Because CV stems from too much acid, the goal of treatment is to gently raise your vaginal pH back into a comfortable range. The most commonly recommended approach is a baking soda sitz bath. Dissolve 2 to 4 tablespoons of baking soda in about 2 inches of warm water in a bathtub and soak for 15 to 20 minutes. During an active flare, you can do this twice daily. Once symptoms improve, tapering down to once or twice a week helps prevent recurrences.

A few habits can also help keep lactobacilli from overgrowing again. Avoid douching or using acidic vaginal washes, since these lower pH further. If you use probiotics that contain lactobacillus strains, consider pausing them temporarily to see if your symptoms improve. Wearing breathable cotton underwear and avoiding prolonged moisture (from workout clothes or wet swimsuits) reduces the warm, enclosed environment where bacteria thrive.

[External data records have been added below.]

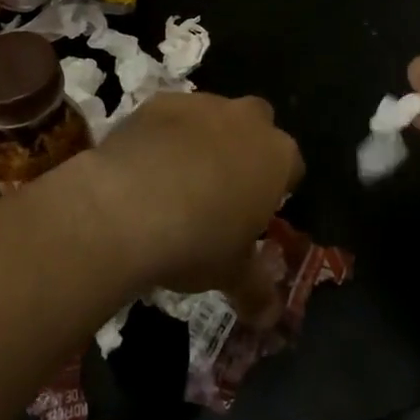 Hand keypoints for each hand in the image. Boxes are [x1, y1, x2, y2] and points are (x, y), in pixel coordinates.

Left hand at [75, 92, 302, 296]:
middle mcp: (247, 120)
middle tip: (222, 189)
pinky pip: (171, 116)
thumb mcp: (231, 274)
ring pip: (213, 116)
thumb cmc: (197, 241)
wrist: (127, 205)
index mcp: (278, 157)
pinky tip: (145, 166)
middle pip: (258, 125)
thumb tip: (271, 319)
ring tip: (177, 180)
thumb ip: (256, 290)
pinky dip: (164, 135)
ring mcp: (203, 105)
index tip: (257, 212)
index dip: (277, 188)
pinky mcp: (159, 101)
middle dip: (246, 148)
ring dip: (204, 139)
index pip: (292, 166) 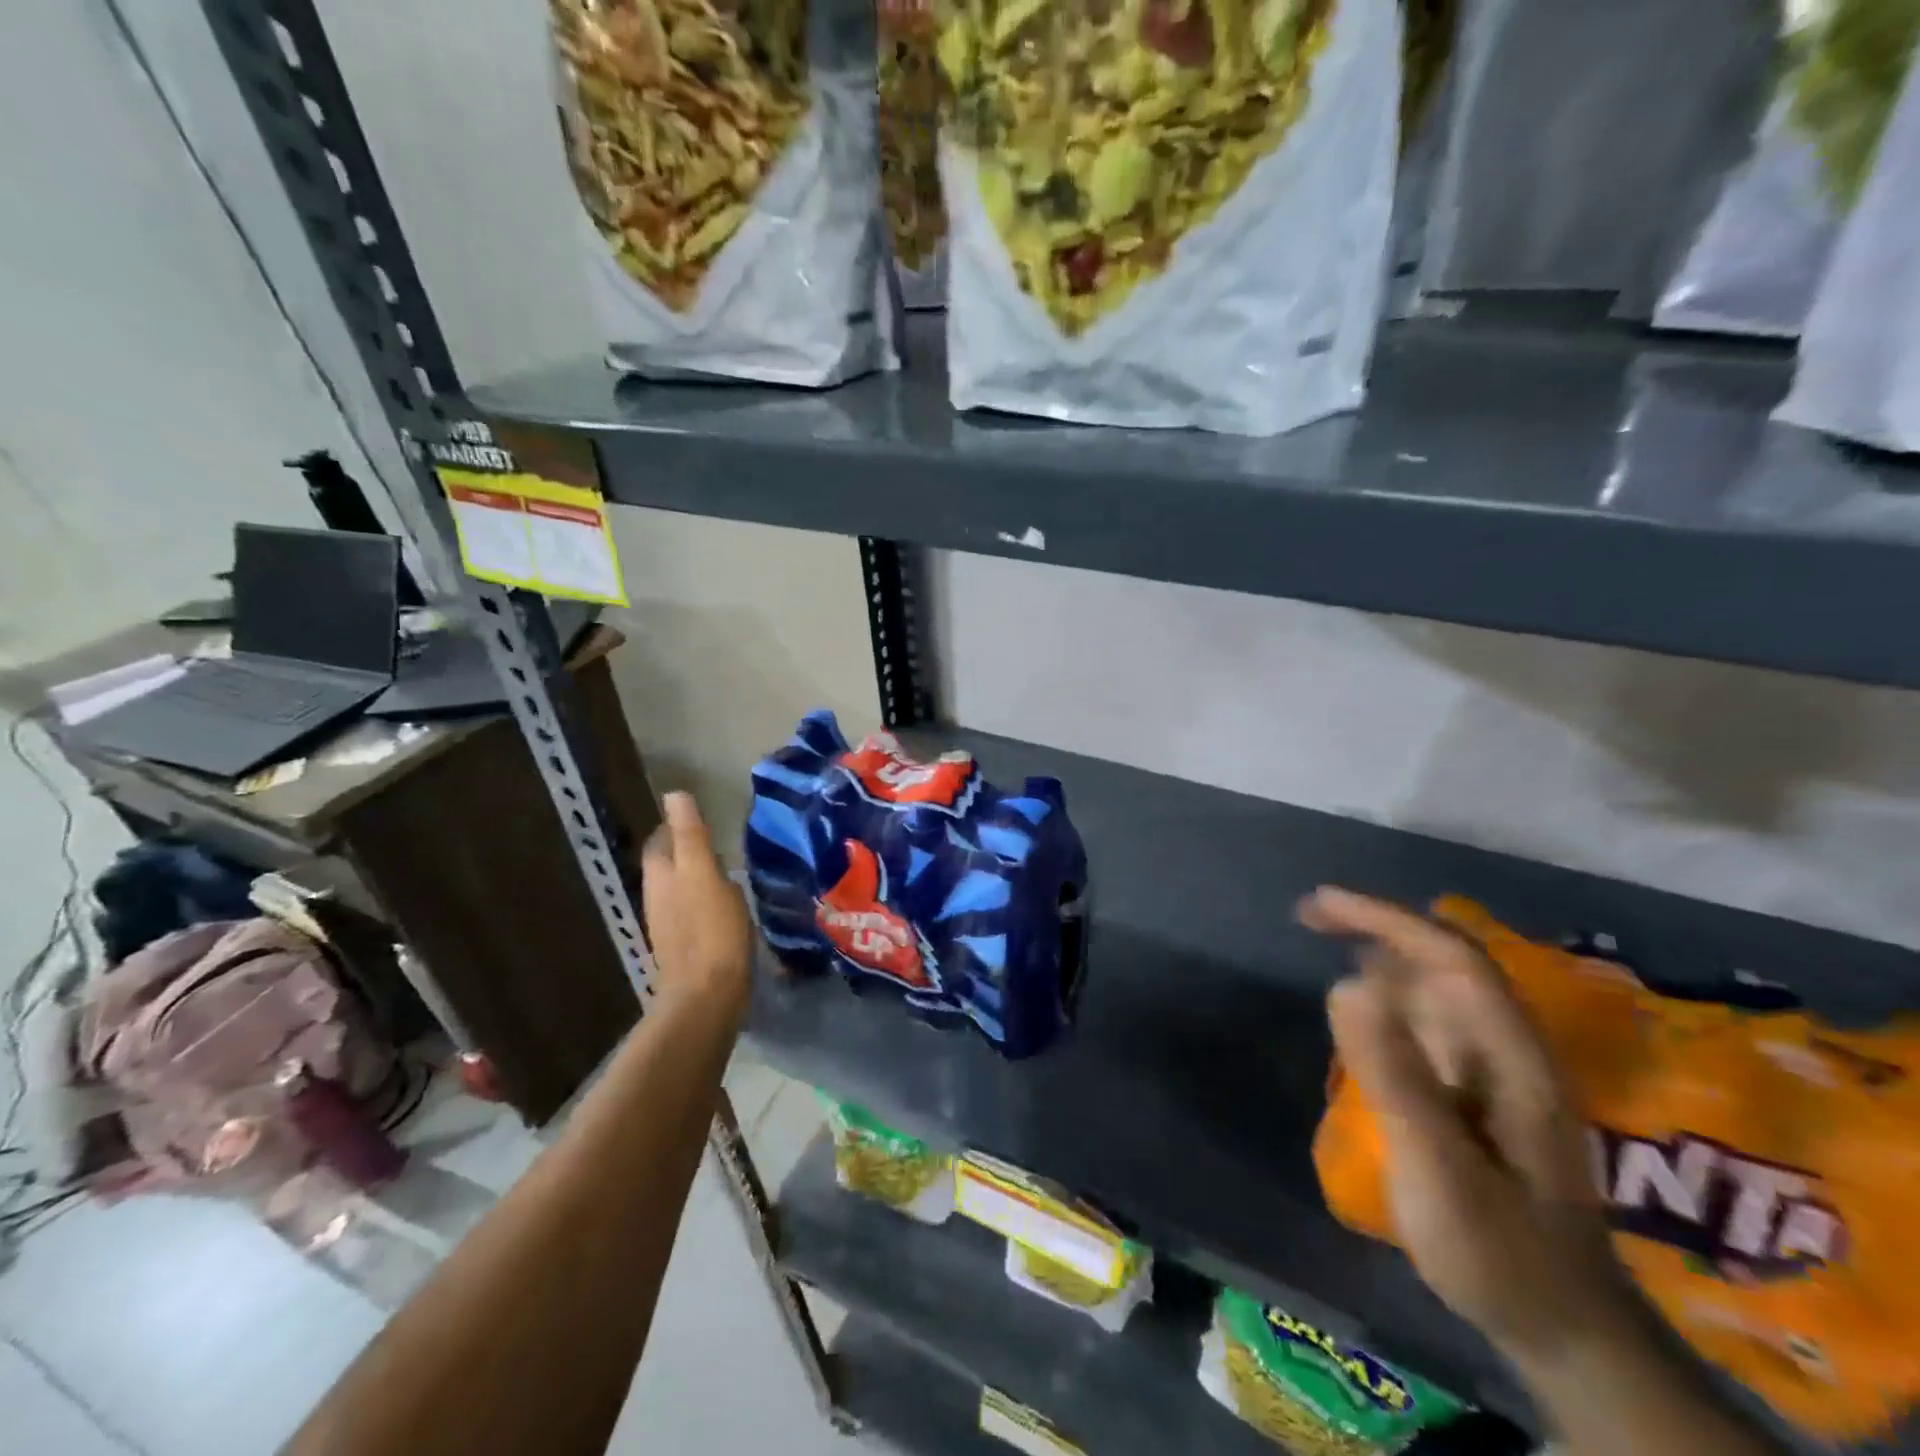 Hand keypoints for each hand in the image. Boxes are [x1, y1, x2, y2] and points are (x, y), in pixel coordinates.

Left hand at [640, 792, 752, 1018]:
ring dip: (694, 876)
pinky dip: (702, 900)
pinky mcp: (683, 947)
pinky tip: (723, 906)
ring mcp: (668, 925)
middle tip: (717, 842)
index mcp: (661, 876)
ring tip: (724, 870)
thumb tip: (674, 795)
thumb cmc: (711, 930)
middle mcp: (657, 898)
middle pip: (667, 864)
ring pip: (677, 888)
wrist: (707, 996)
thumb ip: (690, 835)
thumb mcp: (704, 874)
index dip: (677, 826)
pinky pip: (689, 912)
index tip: (703, 818)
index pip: (661, 840)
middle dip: (685, 850)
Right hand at [1300, 887, 1638, 1365]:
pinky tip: (1360, 1006)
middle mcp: (1507, 1049)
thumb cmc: (1501, 1253)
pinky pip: (1428, 1020)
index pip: (1451, 957)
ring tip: (1324, 940)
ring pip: (1436, 986)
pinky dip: (1388, 995)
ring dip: (1381, 953)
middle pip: (1445, 960)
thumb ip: (1396, 1077)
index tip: (1320, 905)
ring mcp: (1494, 1071)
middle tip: (1309, 916)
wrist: (1563, 1331)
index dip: (1386, 919)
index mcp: (1511, 1056)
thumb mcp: (1440, 1169)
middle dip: (1378, 925)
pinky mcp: (1476, 1093)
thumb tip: (1345, 984)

Other Possible Causes of a Sour Smell

Not every spoiled milk scent points to CV. A few other situations can produce a similar odor:

  • Normal hormonal shifts. Discharge naturally changes in consistency and scent throughout your cycle. A mildly sour smell around ovulation or just before your period can be completely normal, especially if you have no itching, burning, or unusual color.
  • Sweat and skin bacteria. The groin area has a high concentration of sweat glands. Sweat mixing with normal skin bacteria can produce a sour, dairy-like smell that seems to come from your discharge but is actually external.
  • Diet. Foods rich in sulfur or strong spices can temporarily alter body odor, including vaginal scent. This is usually short-lived and resolves on its own.

The key factors that distinguish a simple fluctuation from something worth investigating are persistence and accompanying symptoms. A sour smell that lasts more than a week, comes with itching or burning, or accompanies discharge that looks different from your baseline is worth a closer look. A temporary change that resolves on its own, especially if it lines up with your cycle, is generally your body doing what it does.